Introducción por Gabriel Dombek

Leer La Constitución de la Tierra, libro de uno de los juristas y constitucionalistas más destacados de nuestros tiempos, reafirmó la idea de traer a su autor, Luigi Ferrajoli, a México para presentarlo. Una empresa que no se antojaba sencilla terminó, gracias a la convicción y pasión del Maestro por difundir las ideas, concretándose antes de lo previsto.

Todas y cada una de las propuestas que le hicimos fueron abrazadas por uno de los padres del garantismo, entre otras, la de utilizar el foro del Museo Memoria y Tolerancia, invitando al panel a juristas, académicos y representantes de la sociedad civil. Prensa, academia, jueces, magistrados, abogados, estudiantes y maestros levantaban la mano para exigir la presencia de Ferrajoli en sus instituciones. Hubiera sido humanamente imposible responder a todas, por lo que un foro como el del Museo y la posibilidad de transmitir el evento de manera virtual permitieron desahogarlas.

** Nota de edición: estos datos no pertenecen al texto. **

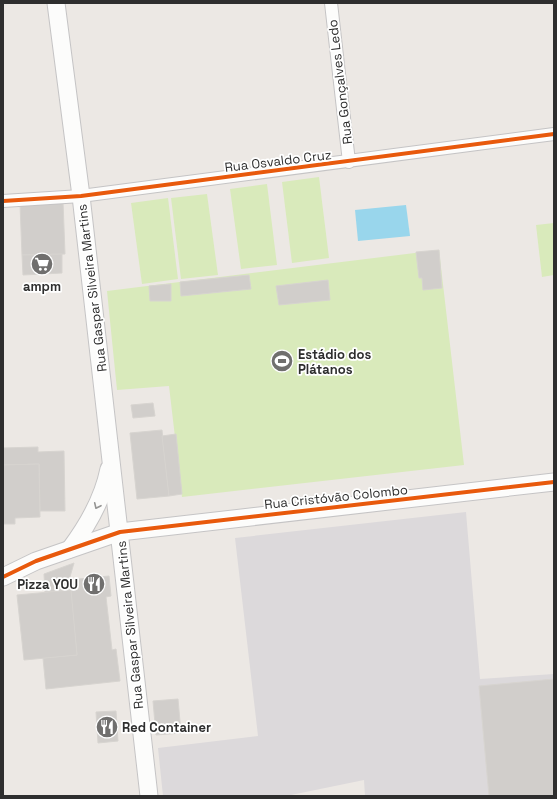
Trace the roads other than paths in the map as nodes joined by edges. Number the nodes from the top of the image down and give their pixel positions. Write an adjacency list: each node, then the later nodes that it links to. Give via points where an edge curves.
1 (56, 3): 5 (main road, Rua Gaspar Silveira Martins)
2 (331, 3): 4 (street, Rua Gonçalves Ledo)
3 (554, 134): 4 (street, Rua Osvaldo Cruz)
4 (349, 162): 5 (street, Rua Osvaldo Cruz)
5 (81, 196): 6 (street, Rua Osvaldo Cruz); 7 (main road, Rua Gaspar Silveira Martins)
6 (3, 201)
7 (111, 455): 9 (main road, Rua Gaspar Silveira Martins); 10 (main road, Rua Gaspar Silveira Martins, one-way to 10, via 108,476 99,502 83,532)
8 (554, 482): 9 (main road, Rua Cristóvão Colombo)
9 (120, 532): 10 (main road, Rua Cristóvão Colombo); 12 (main road, Rua Gaspar Silveira Martins)
10 (70, 549): 11 (main road, Rua Cristóvão Colombo, via 36,561)
11 (3, 577)
12 (149, 796)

Ahora, el desafío era organizar un evento que, además de presentar un libro que ya había generado inmensas expectativas a nivel global y nacional, permitiera al público exponer dudas y cuestionamientos sobre cómo implementar la tesis que sostiene, en un México con el contexto judicial, ambiental y criminal que atravesamos.

Plantear como utópica la propuesta del Maestro no sólo se antojaba negacionista, sino que oponerse por principio a su propuesta de una constitución global que atendiera los principales y urgentes problemas que atraviesa la humanidad, era cobarde.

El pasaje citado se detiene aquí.